# PROBLEM TO SOLVE
Which lines in the records below include the word "Kenanga"? Report each of them in full.

# Stored items
——————————

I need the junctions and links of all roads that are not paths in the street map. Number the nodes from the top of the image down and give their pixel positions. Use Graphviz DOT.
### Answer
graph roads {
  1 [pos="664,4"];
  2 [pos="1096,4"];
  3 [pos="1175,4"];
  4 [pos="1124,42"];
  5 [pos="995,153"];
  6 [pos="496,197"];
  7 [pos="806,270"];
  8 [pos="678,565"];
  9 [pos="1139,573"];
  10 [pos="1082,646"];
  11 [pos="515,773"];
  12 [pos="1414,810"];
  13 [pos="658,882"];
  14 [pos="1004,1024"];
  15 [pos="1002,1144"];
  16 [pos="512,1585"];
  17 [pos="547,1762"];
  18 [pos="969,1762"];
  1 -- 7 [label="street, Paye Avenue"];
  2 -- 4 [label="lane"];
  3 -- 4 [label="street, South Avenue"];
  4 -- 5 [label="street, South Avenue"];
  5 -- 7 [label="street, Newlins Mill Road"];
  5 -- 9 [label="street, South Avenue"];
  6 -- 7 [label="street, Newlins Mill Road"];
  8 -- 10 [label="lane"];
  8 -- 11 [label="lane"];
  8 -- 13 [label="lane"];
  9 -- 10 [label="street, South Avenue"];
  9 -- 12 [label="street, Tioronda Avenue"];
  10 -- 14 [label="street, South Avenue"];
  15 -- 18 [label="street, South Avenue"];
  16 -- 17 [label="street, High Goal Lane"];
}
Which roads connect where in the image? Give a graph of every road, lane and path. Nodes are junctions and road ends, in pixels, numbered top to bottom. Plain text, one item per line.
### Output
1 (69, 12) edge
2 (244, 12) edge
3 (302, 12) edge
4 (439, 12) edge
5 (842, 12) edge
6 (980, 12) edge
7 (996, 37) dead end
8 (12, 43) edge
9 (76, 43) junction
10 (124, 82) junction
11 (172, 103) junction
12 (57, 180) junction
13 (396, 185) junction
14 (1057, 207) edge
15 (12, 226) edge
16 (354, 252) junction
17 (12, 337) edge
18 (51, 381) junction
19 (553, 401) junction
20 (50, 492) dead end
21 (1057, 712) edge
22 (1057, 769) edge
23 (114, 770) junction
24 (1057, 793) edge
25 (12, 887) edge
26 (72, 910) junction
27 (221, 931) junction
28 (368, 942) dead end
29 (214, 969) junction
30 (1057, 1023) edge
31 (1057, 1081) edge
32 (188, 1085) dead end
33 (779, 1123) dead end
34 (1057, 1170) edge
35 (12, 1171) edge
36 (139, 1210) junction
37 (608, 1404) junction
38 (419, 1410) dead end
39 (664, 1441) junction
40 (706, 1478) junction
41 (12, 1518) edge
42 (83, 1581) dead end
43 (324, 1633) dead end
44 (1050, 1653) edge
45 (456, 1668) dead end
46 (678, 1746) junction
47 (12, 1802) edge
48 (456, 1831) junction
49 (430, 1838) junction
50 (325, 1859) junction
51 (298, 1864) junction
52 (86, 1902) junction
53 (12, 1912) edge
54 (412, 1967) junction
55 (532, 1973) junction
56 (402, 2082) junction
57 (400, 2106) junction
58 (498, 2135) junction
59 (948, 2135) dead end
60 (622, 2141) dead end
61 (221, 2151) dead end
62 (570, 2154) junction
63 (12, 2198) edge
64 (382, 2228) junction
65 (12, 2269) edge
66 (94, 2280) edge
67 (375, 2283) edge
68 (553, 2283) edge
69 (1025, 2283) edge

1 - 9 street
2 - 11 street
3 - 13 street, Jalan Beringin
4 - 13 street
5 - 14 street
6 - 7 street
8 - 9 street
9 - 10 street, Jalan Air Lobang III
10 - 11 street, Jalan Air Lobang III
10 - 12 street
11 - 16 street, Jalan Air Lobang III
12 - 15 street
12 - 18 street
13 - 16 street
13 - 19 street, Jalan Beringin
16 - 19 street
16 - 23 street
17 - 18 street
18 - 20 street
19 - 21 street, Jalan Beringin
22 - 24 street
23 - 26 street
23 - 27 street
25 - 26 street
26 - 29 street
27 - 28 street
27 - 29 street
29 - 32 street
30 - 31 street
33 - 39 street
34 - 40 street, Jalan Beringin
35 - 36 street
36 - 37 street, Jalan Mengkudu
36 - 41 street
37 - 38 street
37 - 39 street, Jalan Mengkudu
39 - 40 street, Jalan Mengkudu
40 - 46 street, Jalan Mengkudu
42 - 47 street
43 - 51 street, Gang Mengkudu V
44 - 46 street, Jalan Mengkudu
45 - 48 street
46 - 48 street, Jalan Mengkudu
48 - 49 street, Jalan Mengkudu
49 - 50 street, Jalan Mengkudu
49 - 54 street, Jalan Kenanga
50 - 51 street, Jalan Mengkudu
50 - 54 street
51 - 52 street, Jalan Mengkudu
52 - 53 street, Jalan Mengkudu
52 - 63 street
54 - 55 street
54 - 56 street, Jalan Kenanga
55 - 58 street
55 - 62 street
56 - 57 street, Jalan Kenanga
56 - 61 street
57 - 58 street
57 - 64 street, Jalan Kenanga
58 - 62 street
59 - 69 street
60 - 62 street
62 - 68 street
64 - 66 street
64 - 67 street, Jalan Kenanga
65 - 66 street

——————————

# FINISHED TASK
49 - 54 street, Jalan Kenanga
54 - 56 street, Jalan Kenanga
56 - 57 street, Jalan Kenanga
57 - 64 street, Jalan Kenanga
64 - 67 street, Jalan Kenanga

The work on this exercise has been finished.